IS DIRECT MANIPULATION ON THE PSOAS A GOOD IDEA?

There seems to be a trend towards direct manipulation of the psoas muscle through the anterior abdominal wall. I cannot stress enough that this is a bad idea. I recently had a patient complaining of lower left abdominal pain after a manual therapist performed deep manipulation from the lower abdominal wall towards the back of the body in order “to release his psoas”. I asked him to go to his family doctor and request an ultrasound. The ultrasound showed a tear in his lower abdominal wall.

Clemente A Regional Atlas of Human Anatomy

Clemente A Regional Atlas of Human Anatomy

The psoas is a posterior abdominal wall muscle. It is retroperitoneal - it is behind the peritoneum (the connective tissue enclosing the organs).
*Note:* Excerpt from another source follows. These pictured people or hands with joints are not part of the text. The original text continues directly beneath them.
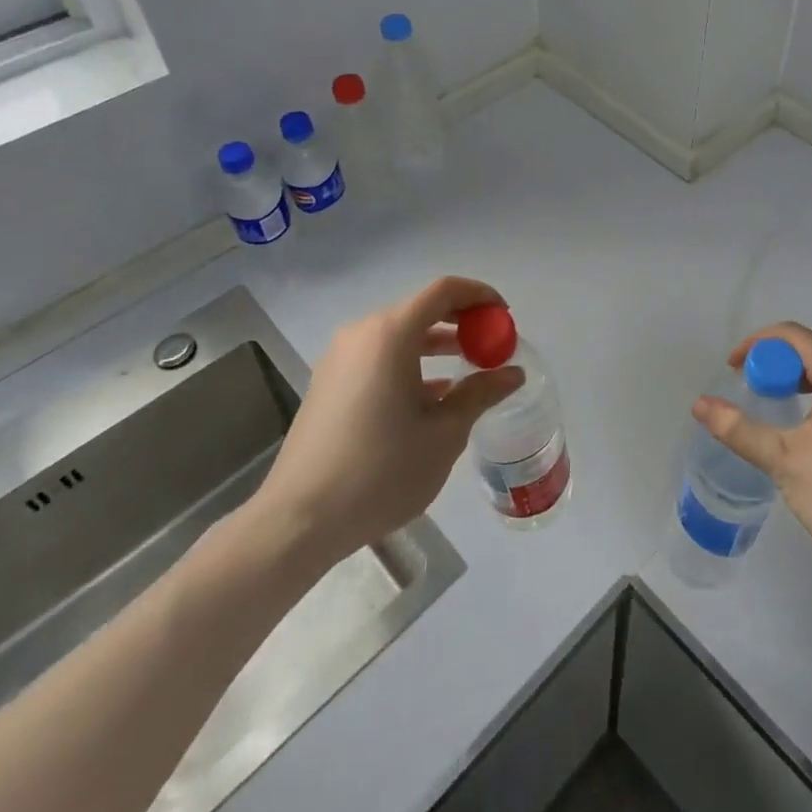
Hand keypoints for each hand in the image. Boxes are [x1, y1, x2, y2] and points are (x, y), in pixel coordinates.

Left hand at [248, 276, 524, 571]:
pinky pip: (379, 357)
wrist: (298, 521)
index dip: (480, 295)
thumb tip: (512, 373)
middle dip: (461, 322)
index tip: (505, 317)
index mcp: (391, 334)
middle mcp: (362, 334)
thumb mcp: (444, 434)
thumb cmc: (380, 472)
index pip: (444, 291)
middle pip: (421, 310)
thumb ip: (480, 394)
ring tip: (468, 370)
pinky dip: (410, 364)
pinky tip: (431, 396)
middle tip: (491, 345)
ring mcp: (340, 358)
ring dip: (436, 345)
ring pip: (399, 335)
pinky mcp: (328, 383)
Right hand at [693, 321, 811, 584]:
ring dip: (798, 377)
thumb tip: (700, 405)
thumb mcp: (784, 462)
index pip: (793, 335)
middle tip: (749, 388)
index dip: (756, 344)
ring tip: (774, 404)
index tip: (732, 369)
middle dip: (775, 361)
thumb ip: (739, 429)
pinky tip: (810, 426)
It is much closer to the back of the body than it is to the front as illustrated in the side view diagram below with the arrow pointing to the lumbar spine.
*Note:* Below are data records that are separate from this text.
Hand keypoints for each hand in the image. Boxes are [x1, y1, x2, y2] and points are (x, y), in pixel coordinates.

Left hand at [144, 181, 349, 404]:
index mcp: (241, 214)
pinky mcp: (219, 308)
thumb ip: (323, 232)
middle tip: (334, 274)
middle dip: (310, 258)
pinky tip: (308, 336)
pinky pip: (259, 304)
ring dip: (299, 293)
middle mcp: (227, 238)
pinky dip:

ABOVE Kamina Anatomie                                                                      BELOW Left to Right: Pernkopf Atlas D’Aantomie Humanine (with organs, organs removed), Kamina Anatomie (arrow pointing at ovary), Pernkopf Atlas D’Aantomie Hu…
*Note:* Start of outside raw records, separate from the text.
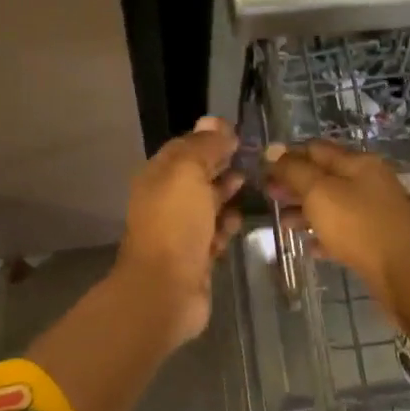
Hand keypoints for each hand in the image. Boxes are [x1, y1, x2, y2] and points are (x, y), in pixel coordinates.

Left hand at [114, 117, 244, 343]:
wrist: (166, 289)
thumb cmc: (175, 223)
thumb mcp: (189, 172)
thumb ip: (204, 147)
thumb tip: (215, 121)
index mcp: (157, 176)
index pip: (184, 147)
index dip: (210, 138)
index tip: (239, 134)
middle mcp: (166, 200)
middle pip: (197, 175)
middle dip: (221, 166)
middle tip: (251, 159)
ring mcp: (180, 230)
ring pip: (207, 204)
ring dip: (226, 195)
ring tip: (251, 186)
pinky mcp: (195, 257)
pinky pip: (214, 233)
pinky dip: (225, 226)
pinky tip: (238, 221)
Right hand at [264, 141, 409, 314]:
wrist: (406, 275)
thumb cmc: (359, 227)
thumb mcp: (320, 193)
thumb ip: (294, 171)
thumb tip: (273, 150)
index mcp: (358, 163)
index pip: (316, 149)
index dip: (288, 156)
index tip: (263, 170)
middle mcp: (369, 181)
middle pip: (324, 176)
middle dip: (295, 185)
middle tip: (269, 196)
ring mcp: (376, 211)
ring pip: (333, 204)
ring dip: (306, 211)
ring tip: (283, 224)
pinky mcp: (378, 239)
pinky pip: (344, 231)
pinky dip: (324, 234)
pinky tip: (309, 246)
ABOVE Kamina Anatomie BELOW Left to Right: Pernkopf Atlas D’Aantomie Humanine (with organs, organs removed), Kamina Anatomie (arrow pointing at ovary), Pernkopf Atlas D’Aantomie Humanine (arrow pointing at psoas at level of umbilicus)

A considerable amount of anatomical structures are located anterior to the psoas - the anterior abdominal wall, the organs of digestion and reproduction. There is the potential for adverse effects such as the patient with the abdominal tear. Deep pressure on the anterior abdominal wall would not be advised during the first trimester of pregnancy or for a patient using a pessary for a uterine prolapse. The drawing below illustrates the placement of the psoas in relation to the front of the abdomen. The anterior approach by a manual therapist is not a good idea. Lying over a hard object to self release your psoas from the front is an even worse idea. STOP THE TREND!